Ein ebenso erwarteter wie verdienter Erfolg gegen den Endspiel-Kontrahenten der vergangenen drei Jahre, der zudem 1993 den einzigen Fleck auf Spandaus ansonsten weißer Meister-Weste seit dem Jahre 1979 besorgt hatte. Erinnerungen an das "schwarze Jahr" hatten auf Spandauer ur Slawomir Andruskiewicz, Lasse Norbaek und Andre König. Letzterer gab am Sonnabend im Olympiaschwimmstadion nach 25 Jahren Vereinstreue seine Abschiedsvorstellung mit der Wasserfreunde-Badekappe. Der 32-jährige Abwehrspezialist hatte mit dem Treffer zum 6:4 ein vollendetes Karriere-Happyend, nachdem er schon jüngst das Pokalfinale - natürlich ebenfalls gegen Hannover - mit zwei Toren für die Spandauer entschieden hatte.
Noch kein Berliner war 1993 der Schwabe Patrick Weissinger. Der 27-Jährige spielt seit sechs Jahren für die Wasserfreunde, ist an der Spree zum Auswahlakteur, zur Führungspersönlichkeit und zum Kapitän des Teams gereift. Trotz der riesigen Eisbein-, Filet- oder Entenbraten-Portionen im "Aschinger" sprach er nach der Titelverteidigung vom "Hunger" in seiner Mannschaft. "Nachdem vor einigen Jahren eine gewisse Sättigung und Genügsamkeit in der Truppe festzustellen war, ist jetzt wieder Motivation und gesteigerter Ehrgeiz zu spüren", hat Weissinger als Saison-Resümee festgestellt. Auch an sich selbst hat der 1,94 m lange Student neue Lust am Wasserball festgestellt. "Das liegt an Peter Röhle, der 1997 von der Torwart-Position an den Beckenrand gewechselt ist, und an den Jungen im Team, die sich großartig gemacht haben."
Vor vier Wochen habe noch jeder Spandau nach der Verletzung von gleich drei Top-Spielern (Torwart Tchigir, Rekordtorschütze Norbaek und Weissinger) abgeschrieben, "jetzt haben wir bewiesen, dass wir mit jeder Lage zurechtkommen und jeder Situation gewachsen sind". Die Mannschaft sei noch enger zusammengerückt, die Jungen hätten mehr Verantwortung übernommen.
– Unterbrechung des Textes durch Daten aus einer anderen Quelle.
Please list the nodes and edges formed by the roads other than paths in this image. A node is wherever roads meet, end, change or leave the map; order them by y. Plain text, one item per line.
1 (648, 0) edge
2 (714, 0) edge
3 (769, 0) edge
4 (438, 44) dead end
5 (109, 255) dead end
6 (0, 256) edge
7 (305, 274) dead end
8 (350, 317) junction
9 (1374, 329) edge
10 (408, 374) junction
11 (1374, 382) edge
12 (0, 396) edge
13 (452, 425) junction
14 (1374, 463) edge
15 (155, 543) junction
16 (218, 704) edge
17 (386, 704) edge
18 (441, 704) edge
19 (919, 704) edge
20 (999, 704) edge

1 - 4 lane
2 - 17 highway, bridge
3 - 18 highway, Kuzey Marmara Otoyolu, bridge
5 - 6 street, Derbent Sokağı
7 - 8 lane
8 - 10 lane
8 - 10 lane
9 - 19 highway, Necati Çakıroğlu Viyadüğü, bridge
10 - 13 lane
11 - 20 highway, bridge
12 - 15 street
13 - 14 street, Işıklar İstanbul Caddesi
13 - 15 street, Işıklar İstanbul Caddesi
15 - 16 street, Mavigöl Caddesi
Weissinger: "Ich wage die Aussage, dass kein anderes Team in der Bundesliga das so weggesteckt hätte." Die Saison 2000 sieht er deshalb auch als eine besondere an. "Wir haben alle drei nationalen Titel gewonnen - Meisterschaft, Pokal, Supercup. Wir haben den Einzug in die Champions League geschafft, gehörten zu den acht besten Mannschaften Europas."
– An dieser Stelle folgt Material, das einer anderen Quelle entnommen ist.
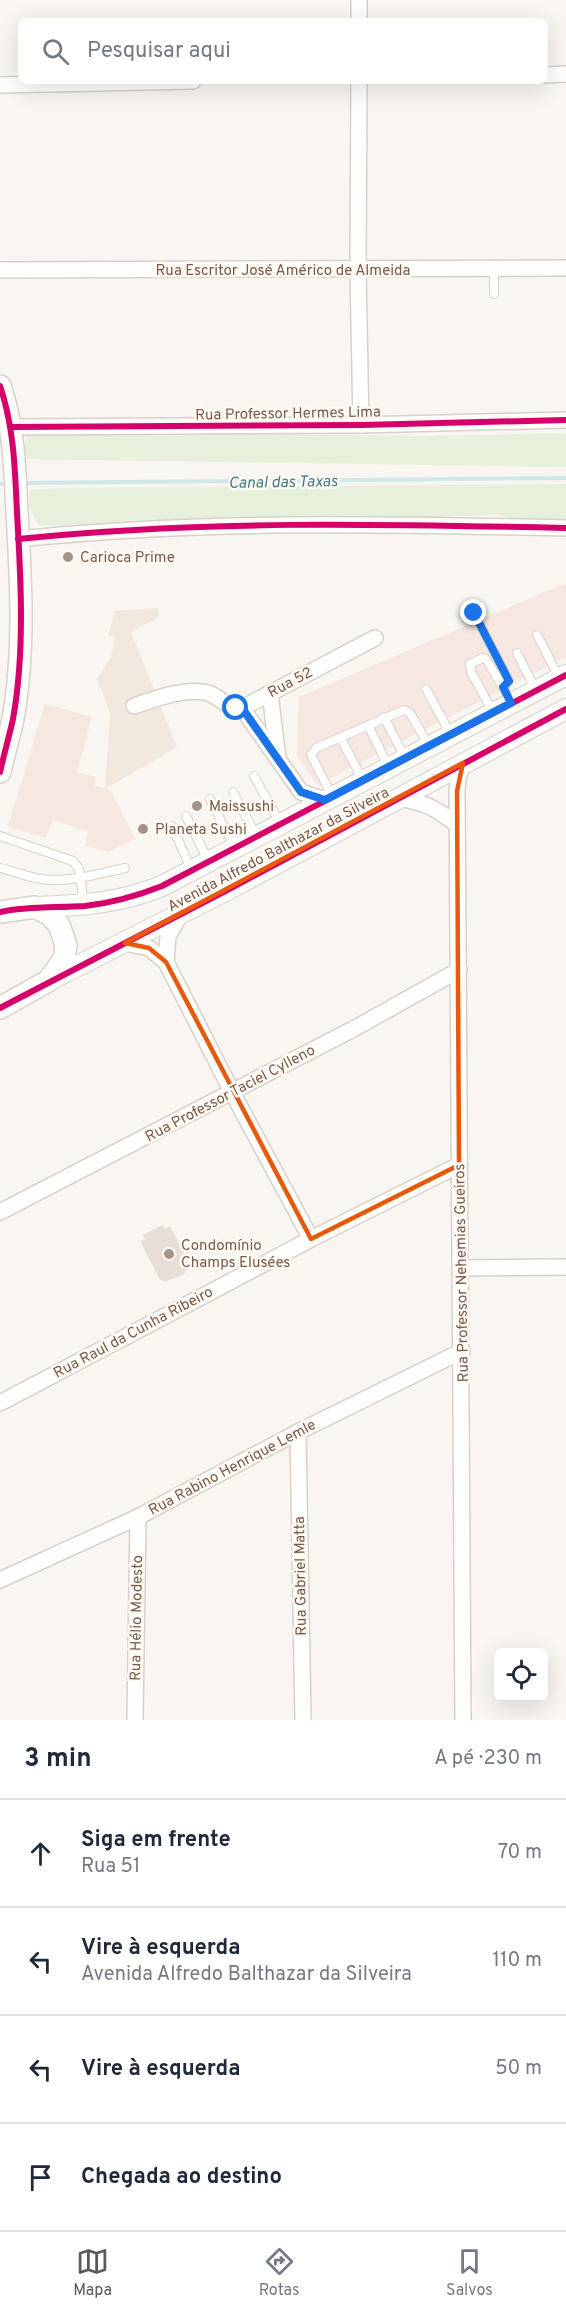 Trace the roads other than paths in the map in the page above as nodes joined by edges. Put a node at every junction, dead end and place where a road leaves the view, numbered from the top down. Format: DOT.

Ein hohes Risiko eingegangen

Eine Zwischenstation, wie Weissinger sehr wohl weiß. "Ich habe ein paar sehr, sehr gute Spiele gemacht, sozusagen am Final Four geschnuppert. Das muss nun eindeutig unser Ziel sein." Der Einbau junger Talente - Jens Pohlmann, längst Nationalspieler, ist für den Kapitän das Paradebeispiel - soll deshalb fortgesetzt werden. Zwar sei der Abgang der Routiniers Klingenberg und Bukowski vor Saison und der Verzicht auf den teuren Neueinkauf fertiger Stars ein hohes Risiko gewesen, aber "wer nicht wagt, der nicht gewinnt".
Gewonnen hat Spandau auch diesmal . Wie gehabt. "Aber es war schon eine besondere Meisterschaft", sagt Weissinger. "Die Art und Weise, wie Hannover versucht hat, unseren Erfolg zu verhindern, hat sie dazu gemacht." Der Kapitän spielt damit auf die überharte Gangart der Niedersachsen an, die Verletzungen der Spandauer bewusst in Kauf nahmen. "Das war nicht in Ordnung. Ich bin stolz darauf, dass wir die Linie nicht verloren haben." Und auch den neuen Hunger nicht - denn der ist noch lange nicht gestillt.